Task description:
What is needed is each line of the data below that holds the string "Drive".
-- Extracted records follows --
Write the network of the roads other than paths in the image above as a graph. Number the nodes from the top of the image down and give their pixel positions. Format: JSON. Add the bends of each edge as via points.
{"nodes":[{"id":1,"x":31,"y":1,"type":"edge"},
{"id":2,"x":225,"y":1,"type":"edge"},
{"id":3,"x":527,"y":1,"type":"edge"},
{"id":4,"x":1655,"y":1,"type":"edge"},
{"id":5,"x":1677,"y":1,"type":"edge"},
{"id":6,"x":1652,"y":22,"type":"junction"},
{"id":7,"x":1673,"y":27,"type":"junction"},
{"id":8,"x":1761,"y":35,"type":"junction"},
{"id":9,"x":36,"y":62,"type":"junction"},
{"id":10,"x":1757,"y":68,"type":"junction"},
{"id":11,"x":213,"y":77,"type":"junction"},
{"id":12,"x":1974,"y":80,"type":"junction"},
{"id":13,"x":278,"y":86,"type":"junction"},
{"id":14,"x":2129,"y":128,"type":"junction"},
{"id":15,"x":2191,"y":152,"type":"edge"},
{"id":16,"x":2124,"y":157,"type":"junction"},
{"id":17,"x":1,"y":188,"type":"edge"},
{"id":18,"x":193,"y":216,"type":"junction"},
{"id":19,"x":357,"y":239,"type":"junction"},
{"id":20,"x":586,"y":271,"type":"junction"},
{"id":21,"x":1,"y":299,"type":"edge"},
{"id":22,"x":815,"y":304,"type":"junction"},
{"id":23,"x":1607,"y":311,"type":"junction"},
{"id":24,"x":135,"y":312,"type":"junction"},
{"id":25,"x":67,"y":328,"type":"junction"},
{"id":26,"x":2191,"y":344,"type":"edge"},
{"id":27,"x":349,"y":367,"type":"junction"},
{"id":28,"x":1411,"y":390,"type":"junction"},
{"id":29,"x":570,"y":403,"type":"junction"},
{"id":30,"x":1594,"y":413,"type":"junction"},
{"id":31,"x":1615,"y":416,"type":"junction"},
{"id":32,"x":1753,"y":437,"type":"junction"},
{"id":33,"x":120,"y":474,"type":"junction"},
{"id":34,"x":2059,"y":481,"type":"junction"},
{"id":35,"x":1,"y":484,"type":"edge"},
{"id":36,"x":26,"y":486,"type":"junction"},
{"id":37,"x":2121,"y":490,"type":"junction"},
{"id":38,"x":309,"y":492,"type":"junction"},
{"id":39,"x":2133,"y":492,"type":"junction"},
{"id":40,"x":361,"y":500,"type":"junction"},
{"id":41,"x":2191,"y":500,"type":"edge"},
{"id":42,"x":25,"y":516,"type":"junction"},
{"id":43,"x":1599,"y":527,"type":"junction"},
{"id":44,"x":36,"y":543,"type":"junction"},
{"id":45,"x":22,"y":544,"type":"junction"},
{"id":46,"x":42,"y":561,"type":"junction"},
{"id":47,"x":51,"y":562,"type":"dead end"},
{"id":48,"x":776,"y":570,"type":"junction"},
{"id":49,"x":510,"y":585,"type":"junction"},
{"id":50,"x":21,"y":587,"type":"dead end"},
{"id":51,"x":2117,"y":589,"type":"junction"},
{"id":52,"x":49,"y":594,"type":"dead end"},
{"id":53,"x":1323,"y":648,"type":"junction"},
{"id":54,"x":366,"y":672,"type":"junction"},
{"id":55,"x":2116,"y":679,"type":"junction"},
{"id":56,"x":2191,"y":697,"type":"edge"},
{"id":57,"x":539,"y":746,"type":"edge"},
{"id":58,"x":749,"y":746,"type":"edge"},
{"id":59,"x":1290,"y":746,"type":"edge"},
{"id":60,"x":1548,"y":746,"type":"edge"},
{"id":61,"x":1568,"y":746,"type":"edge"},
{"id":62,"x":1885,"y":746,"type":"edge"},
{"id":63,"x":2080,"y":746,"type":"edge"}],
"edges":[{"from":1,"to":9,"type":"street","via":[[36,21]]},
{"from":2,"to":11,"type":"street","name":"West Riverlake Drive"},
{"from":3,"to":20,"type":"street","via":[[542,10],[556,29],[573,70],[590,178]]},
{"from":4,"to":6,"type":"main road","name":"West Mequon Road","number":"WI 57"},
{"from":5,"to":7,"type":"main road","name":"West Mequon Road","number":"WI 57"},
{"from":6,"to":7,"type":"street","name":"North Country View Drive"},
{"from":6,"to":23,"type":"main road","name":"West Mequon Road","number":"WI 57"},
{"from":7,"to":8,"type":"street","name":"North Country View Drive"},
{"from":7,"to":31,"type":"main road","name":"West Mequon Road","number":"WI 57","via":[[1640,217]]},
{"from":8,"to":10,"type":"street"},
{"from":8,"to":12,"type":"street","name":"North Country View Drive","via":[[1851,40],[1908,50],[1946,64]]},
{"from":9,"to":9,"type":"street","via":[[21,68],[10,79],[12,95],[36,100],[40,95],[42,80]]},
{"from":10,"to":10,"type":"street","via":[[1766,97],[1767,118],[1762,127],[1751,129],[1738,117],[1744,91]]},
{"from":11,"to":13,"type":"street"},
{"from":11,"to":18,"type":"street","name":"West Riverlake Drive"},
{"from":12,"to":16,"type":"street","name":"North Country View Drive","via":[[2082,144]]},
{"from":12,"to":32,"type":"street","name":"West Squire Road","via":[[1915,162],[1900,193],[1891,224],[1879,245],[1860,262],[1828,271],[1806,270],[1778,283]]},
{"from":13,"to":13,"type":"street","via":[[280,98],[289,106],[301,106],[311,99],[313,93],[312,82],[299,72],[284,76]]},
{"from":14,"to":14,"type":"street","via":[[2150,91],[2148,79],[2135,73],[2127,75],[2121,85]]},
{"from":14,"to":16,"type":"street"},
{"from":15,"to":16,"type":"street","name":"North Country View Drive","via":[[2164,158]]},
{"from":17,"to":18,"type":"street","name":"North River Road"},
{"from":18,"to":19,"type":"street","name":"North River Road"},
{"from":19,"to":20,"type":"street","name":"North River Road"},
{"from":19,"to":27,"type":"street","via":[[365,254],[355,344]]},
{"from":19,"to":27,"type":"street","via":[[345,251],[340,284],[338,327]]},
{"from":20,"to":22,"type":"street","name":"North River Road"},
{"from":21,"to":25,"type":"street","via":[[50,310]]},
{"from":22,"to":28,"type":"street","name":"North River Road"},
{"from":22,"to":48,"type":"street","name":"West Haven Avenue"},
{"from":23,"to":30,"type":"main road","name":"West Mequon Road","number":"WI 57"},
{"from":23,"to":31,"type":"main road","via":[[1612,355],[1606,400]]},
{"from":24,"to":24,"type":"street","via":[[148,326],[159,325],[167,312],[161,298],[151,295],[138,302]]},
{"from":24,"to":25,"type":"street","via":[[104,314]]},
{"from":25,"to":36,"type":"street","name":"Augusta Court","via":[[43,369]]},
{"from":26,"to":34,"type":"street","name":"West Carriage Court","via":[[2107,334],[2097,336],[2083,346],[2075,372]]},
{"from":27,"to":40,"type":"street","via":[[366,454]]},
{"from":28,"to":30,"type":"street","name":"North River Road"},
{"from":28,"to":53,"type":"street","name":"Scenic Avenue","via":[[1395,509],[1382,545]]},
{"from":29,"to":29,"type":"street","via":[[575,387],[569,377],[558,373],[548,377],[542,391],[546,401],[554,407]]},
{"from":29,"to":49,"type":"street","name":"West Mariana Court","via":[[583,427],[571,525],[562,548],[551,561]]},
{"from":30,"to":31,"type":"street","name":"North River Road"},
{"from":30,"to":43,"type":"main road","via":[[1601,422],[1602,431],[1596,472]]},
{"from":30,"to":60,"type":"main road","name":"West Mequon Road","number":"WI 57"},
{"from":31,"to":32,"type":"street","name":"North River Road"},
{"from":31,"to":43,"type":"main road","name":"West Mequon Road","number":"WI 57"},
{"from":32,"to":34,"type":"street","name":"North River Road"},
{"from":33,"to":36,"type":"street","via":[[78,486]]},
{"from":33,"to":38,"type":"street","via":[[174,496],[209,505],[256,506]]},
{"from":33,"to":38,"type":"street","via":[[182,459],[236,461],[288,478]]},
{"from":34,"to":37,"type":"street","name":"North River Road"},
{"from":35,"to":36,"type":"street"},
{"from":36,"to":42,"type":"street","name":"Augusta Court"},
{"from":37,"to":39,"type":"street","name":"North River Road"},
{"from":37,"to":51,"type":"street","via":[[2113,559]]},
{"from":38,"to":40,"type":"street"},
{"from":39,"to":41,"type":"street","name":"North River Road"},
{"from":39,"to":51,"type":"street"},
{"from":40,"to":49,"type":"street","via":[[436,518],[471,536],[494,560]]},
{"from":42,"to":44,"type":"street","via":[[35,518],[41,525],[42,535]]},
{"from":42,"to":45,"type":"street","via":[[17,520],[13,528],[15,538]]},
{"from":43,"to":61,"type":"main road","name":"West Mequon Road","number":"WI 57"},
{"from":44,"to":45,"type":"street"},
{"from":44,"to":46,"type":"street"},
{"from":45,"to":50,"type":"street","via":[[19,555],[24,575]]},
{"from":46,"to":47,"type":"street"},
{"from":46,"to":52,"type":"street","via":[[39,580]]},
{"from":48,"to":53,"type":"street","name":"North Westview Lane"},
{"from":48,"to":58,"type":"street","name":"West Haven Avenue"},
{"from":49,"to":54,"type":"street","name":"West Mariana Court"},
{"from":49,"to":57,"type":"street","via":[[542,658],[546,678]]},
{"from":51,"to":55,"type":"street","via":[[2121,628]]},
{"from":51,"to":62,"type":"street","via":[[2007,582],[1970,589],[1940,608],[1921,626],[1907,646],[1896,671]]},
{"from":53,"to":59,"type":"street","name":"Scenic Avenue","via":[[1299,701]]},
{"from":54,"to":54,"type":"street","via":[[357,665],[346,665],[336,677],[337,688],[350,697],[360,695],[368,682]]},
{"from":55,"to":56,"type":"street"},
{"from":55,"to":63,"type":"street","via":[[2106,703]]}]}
-- Extracted records concluded --
Output below:
{"from":2,"to":11,"type":"street","name":"West Riverlake Drive"},
{"from":6,"to":7,"type":"street","name":"North Country View Drive"},
{"from":7,"to":8,"type":"street","name":"North Country View Drive"},
{"from":8,"to":12,"type":"street","name":"North Country View Drive","via":[[1851,40],[1908,50],[1946,64]]},
{"from":11,"to":18,"type":"street","name":"West Riverlake Drive"},
{"from":12,"to":16,"type":"street","name":"North Country View Drive","via":[[2082,144]]},
{"from":15,"to":16,"type":"street","name":"North Country View Drive","via":[[2164,158]]},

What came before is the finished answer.